Theorem in section 2.3.2 of Boyd & Vandenberghe's Convex Optimization:
If $f:R^k \to R^n$ is an affine function and an set $ S \subseteq R^n$ is convex, the inverse image of $S$ under $f$ defined as $$f^{-1}(S)=\{\vec x|f(\vec x)\in S, x \in dom f\}$$ is convex.

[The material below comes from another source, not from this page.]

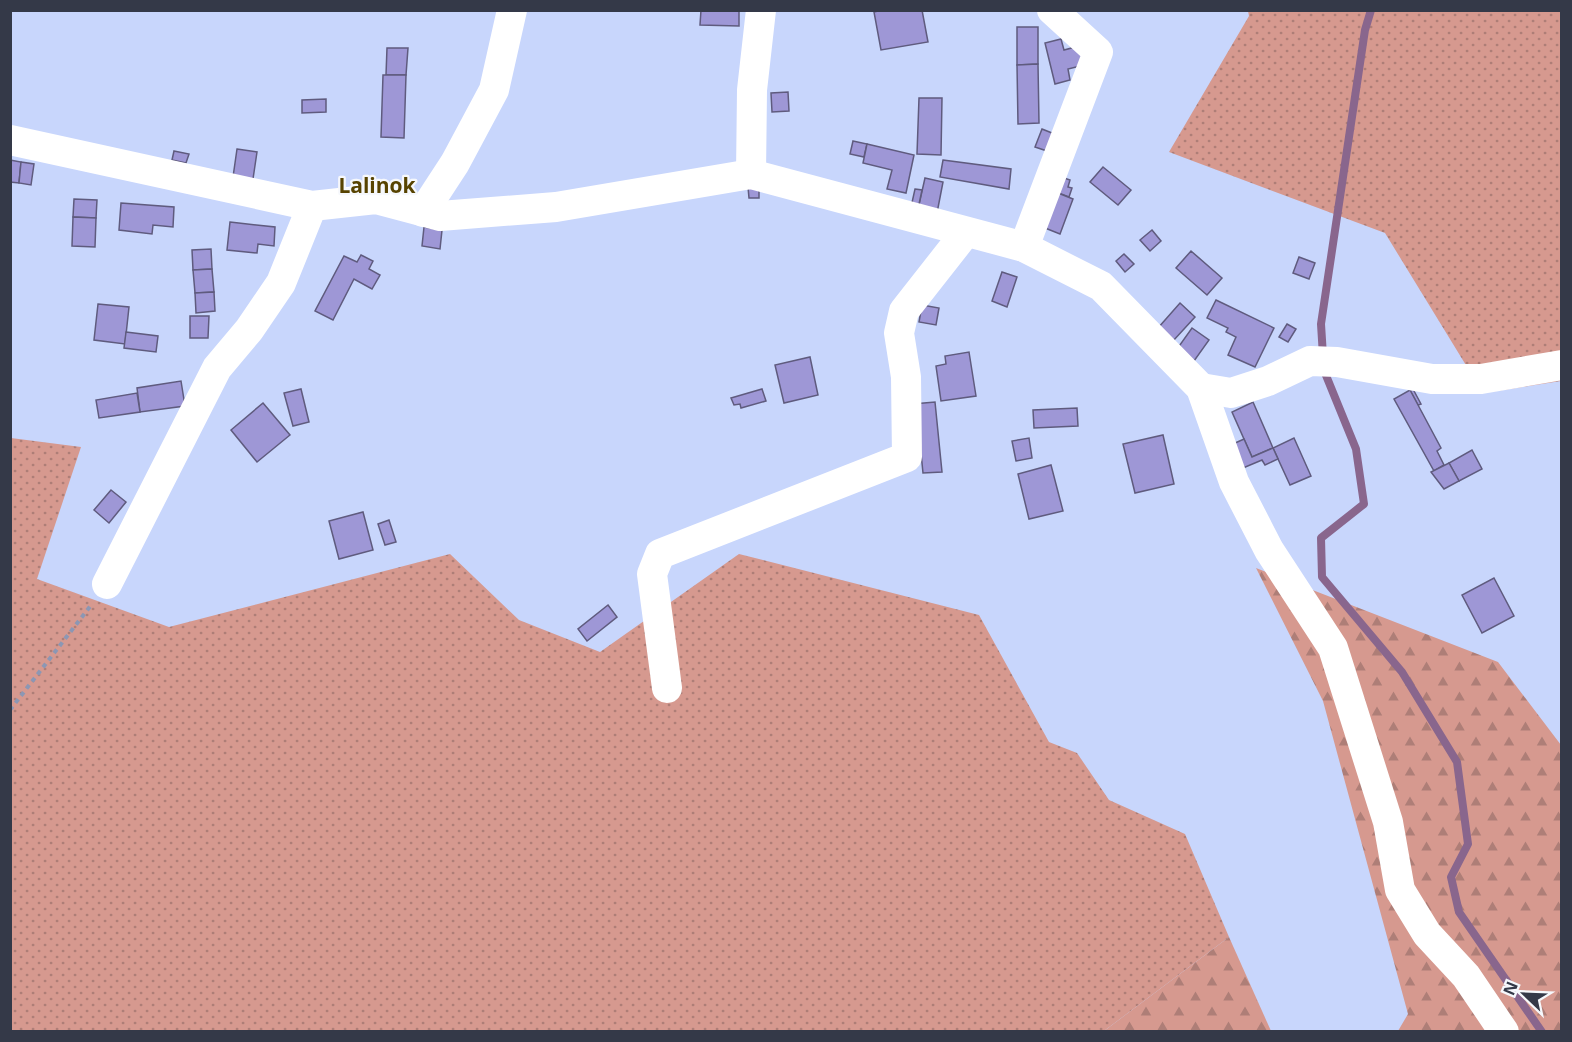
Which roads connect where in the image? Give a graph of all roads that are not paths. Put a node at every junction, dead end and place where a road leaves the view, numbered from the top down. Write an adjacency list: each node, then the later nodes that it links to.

$\text{My questions:1 How to prove the theorem? 2 I find an example: if}\ S'=\{(x,y,z)^T|x^2+y^2\le |z|,0\le |z| \lt \infty \} \text{, and if}\ f(\vec x)=[[1,0,0];[0,1,0]]\vec x(\vec x\in S'),\text{then } f(S')=S \text{ is convex. However the } S' \text{ is not convex. dose the example violate the theorem?}$
Let $T$ be an affine transformation, and let $C$ be a convex set. We want to show that if $T(x) \in C$ and $T(y) \in C$ (i.e. $x,y \in T^{-1}(C)$), then $T((1 + t)x + ty) \in C$ holds for any $t \in [0,1]$.

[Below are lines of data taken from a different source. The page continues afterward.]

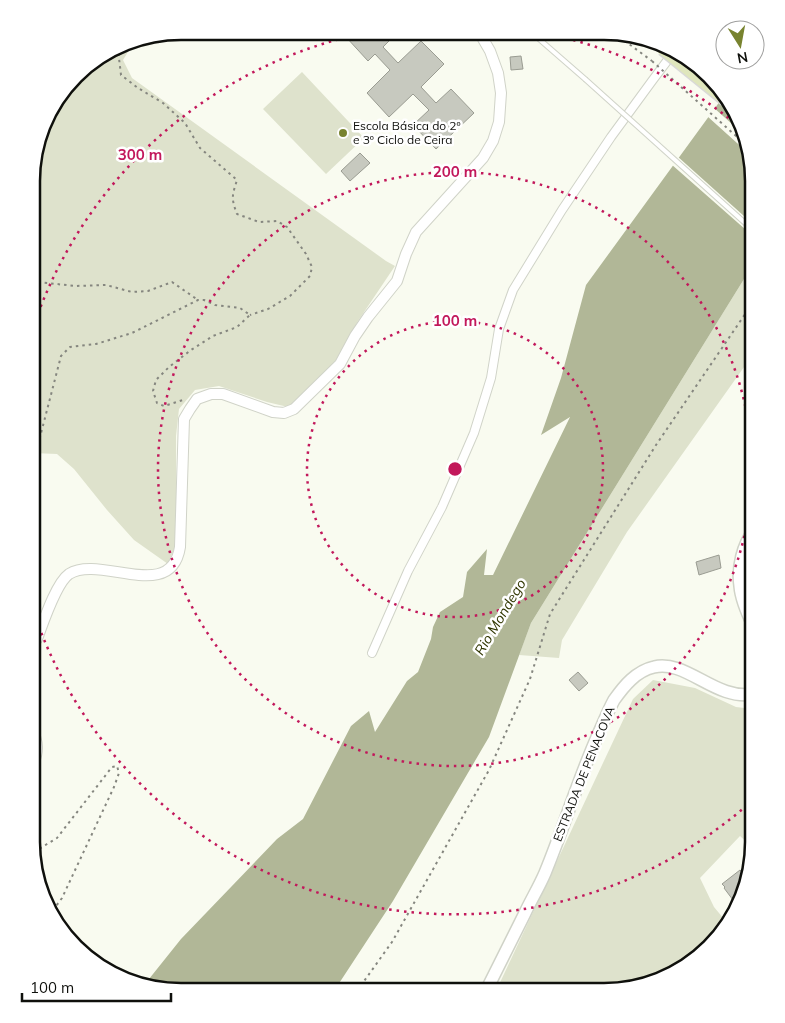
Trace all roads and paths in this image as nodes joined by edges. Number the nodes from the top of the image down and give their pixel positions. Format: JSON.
{"nodes":[{"id":1,"x":483,"y":40,"type":"edge"},
{"id":2,"x":540,"y":40,"type":"edge"},
{"id":3,"x":627,"y":42,"type":"edge"},
{"id":4,"x":119,"y":55,"type":"edge"},
{"id":5,"x":670,"y":57,"type":"edge"},
{"id":6,"x":680,"y":63,"type":"edge"},
{"id":7,"x":707,"y":85,"type":"edge"},
{"id":8,"x":739,"y":138,"type":"edge"},
{"id":9,"x":745,"y":223,"type":"edge"},
{"id":10,"x":40,"y":282,"type":"edge"},
{"id":11,"x":198,"y":300,"type":"junction"},
{"id":12,"x":250,"y":315,"type":"junction"},
{"id":13,"x":745,"y":315,"type":"edge"},
{"id":14,"x":196,"y":402,"type":"junction"},
{"id":15,"x":40,"y":436,"type":"edge"},
{"id":16,"x":745,"y":544,"type":"edge"},
{"id":17,"x":745,"y":605,"type":"edge"},
{"id":18,"x":40,"y":632,"type":"edge"},
{"id":19,"x":372,"y":653,"type":"dead end"},
{"id":20,"x":745,"y":696,"type":"edge"},
{"id":21,"x":40,"y":848,"type":"edge"},
{"id":22,"x":56,"y":906,"type":"edge"},
{"id":23,"x":363,"y":983,"type":"edge"},
{"id":24,"x":490,"y":983,"type":"edge"}],
"edges":[{"from":1,"to":14,"type":"street"},
{"from":2,"to":9,"type":"lane","bridge":true},
{"from":3,"to":8,"type":"path","bridge":true},
{"from":4,"to":12,"type":"path"},
{"from":5,"to":19,"type":"street"},
{"from":6,"to":7,"type":"main road","bridge":true},
{"from":10,"to":11,"type":"path"},
{"from":11,"to":12,"type":"path"},
{"from":11,"to":15,"type":"path"},
{"from":12,"to":14,"type":"path"},
{"from":13,"to":23,"type":"path"},
{"from":14,"to":18,"type":"street"},
{"from":16,"to":17,"type":"main road"},
{"from":20,"to":24,"type":"main road","name":"ESTRADA DE PENACOVA"},
{"from":21,"to":22,"type":"path"}]}
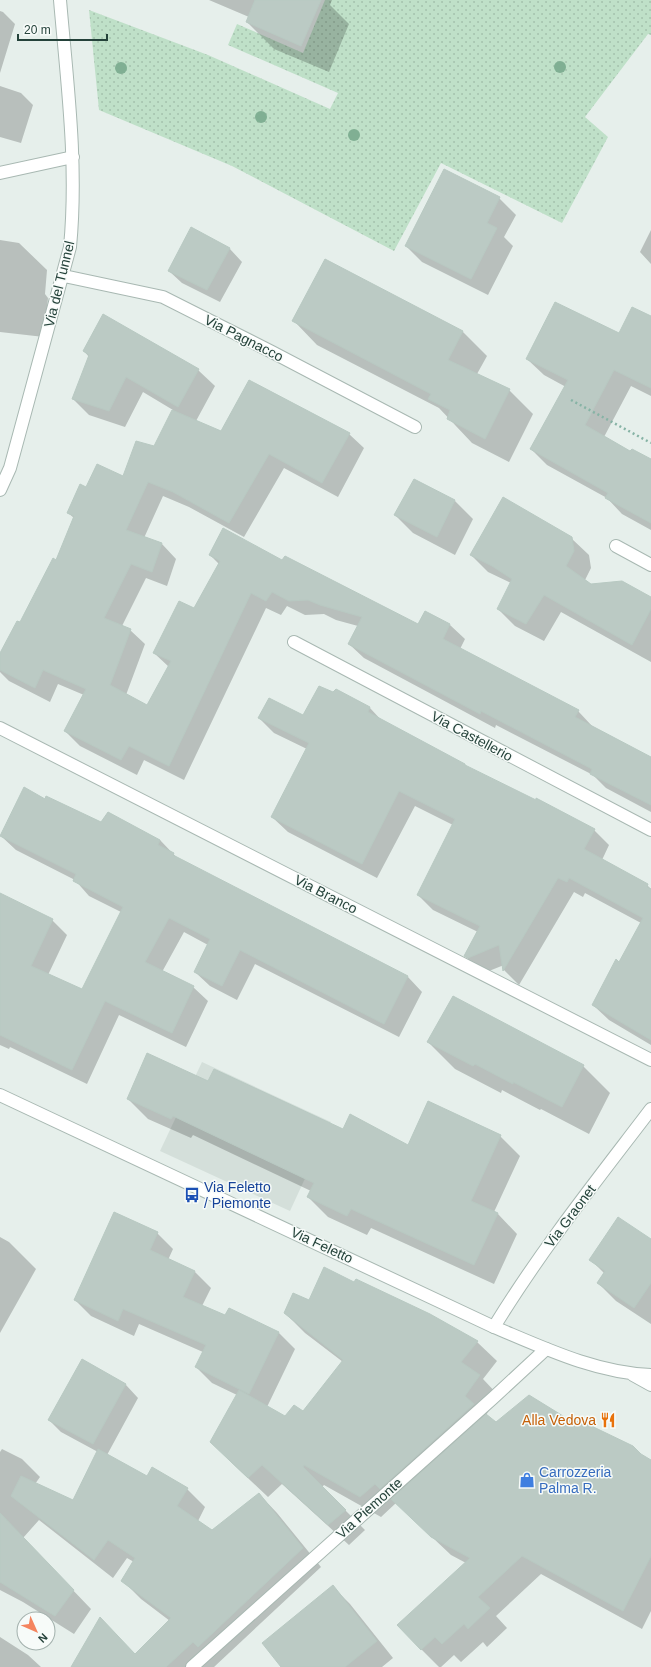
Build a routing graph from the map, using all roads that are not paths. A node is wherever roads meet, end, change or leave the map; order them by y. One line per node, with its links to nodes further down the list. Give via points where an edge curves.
1 (60, 0): 2 (street, Via del Tunnel)
2 (73, 157): 3 (street); 4 (street, Via del Tunnel, via 74,212)
3 (0, 173)
4 (64, 276): 5 (street, Via Pagnacco, via 163,297); 6 (street, Via del Tunnel, via 10,468)
5 (415, 427)
6 (0, 490)
7 (616, 546): 8 (street)
8 (651, 565)
9 (294, 642): 11 (street, Via Castellerio)
10 (0, 728): 12 (street, Via Branco)
11 (651, 830)
12 (651, 1060)
13 (0, 1095): 15 (street, Via Feletto)
14 (651, 1109): 15 (street, Via Graonet, via 566,1220)
15 (494, 1326): 16 (street, Via Feletto)
16 (546, 1349): 17 (street, Via Feletto, via 582,1362); 20 (street, Via Piemonte)
17 (630, 1374): 18 (street, Via Feletto); 19 (street)
18 (651, 1375)
19 (651, 1385)
20 (192, 1667)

To see that this holds, note that an affine transformation satisfies $$ T((1 - \lambda x) + \lambda y) = (1 - \lambda)T(x) + \lambda T(y) $$ for all $\lambda \in \Bbb R$. Thus, for any $x,y$ with $T(x),T(y) \in C$ and $t \in [0,1]$, we have $$ T((1 + t)x + ty) = (1 + t)T(x) + t T(y). $$ By the convexity of $C$, $(1 + t)T(x) + t T(y) \in C$, as was desired.